Data records
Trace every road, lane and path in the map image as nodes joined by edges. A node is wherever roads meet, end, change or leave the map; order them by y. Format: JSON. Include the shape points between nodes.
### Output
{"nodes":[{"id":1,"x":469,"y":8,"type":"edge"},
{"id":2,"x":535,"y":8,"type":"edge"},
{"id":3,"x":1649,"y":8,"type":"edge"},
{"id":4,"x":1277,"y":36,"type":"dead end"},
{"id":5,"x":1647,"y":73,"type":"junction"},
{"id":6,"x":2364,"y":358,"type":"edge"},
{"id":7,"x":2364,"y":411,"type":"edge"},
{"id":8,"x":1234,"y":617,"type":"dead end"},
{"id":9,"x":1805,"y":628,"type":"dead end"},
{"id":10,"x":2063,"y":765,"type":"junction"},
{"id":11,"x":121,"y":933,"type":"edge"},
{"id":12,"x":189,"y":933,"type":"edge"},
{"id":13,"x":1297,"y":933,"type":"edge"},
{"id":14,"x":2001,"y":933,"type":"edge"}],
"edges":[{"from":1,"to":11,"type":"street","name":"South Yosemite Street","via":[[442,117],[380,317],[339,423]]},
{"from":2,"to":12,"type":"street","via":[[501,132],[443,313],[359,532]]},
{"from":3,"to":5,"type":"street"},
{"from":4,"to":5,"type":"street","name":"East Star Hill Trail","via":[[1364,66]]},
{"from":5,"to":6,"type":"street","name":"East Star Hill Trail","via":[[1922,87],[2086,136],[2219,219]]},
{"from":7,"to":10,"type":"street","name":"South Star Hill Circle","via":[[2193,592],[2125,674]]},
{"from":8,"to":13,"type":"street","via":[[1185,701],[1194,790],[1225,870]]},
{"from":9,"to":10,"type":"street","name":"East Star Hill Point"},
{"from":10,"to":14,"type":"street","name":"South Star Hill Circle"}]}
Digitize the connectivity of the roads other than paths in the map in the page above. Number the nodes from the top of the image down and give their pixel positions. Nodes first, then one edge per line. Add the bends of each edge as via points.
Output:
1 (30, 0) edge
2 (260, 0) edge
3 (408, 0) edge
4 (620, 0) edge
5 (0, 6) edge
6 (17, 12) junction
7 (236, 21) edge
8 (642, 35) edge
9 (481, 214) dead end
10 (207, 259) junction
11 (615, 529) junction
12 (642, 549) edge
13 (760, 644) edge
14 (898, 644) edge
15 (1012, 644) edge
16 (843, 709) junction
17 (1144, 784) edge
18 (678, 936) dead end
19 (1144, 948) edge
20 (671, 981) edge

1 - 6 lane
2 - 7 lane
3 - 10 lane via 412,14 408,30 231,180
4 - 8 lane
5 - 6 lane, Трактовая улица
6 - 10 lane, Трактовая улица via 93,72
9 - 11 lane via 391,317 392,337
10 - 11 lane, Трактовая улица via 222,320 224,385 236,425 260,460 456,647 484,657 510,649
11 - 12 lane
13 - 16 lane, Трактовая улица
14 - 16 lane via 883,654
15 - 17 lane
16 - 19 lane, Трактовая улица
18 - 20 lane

Task item: Within the entries, find all lines holding "image" and copy each one.

Answer space:
Trace every road, lane and path in the map image as nodes joined by edges. A node is wherever roads meet, end, change or leave the map; order them by y. Format: JSON. Include the shape points between nodes.
Digitize the connectivity of the roads other than paths in the map in the page above. Number the nodes from the top of the image down and give their pixel positions. Nodes first, then one edge per line. Add the bends of each edge as via points.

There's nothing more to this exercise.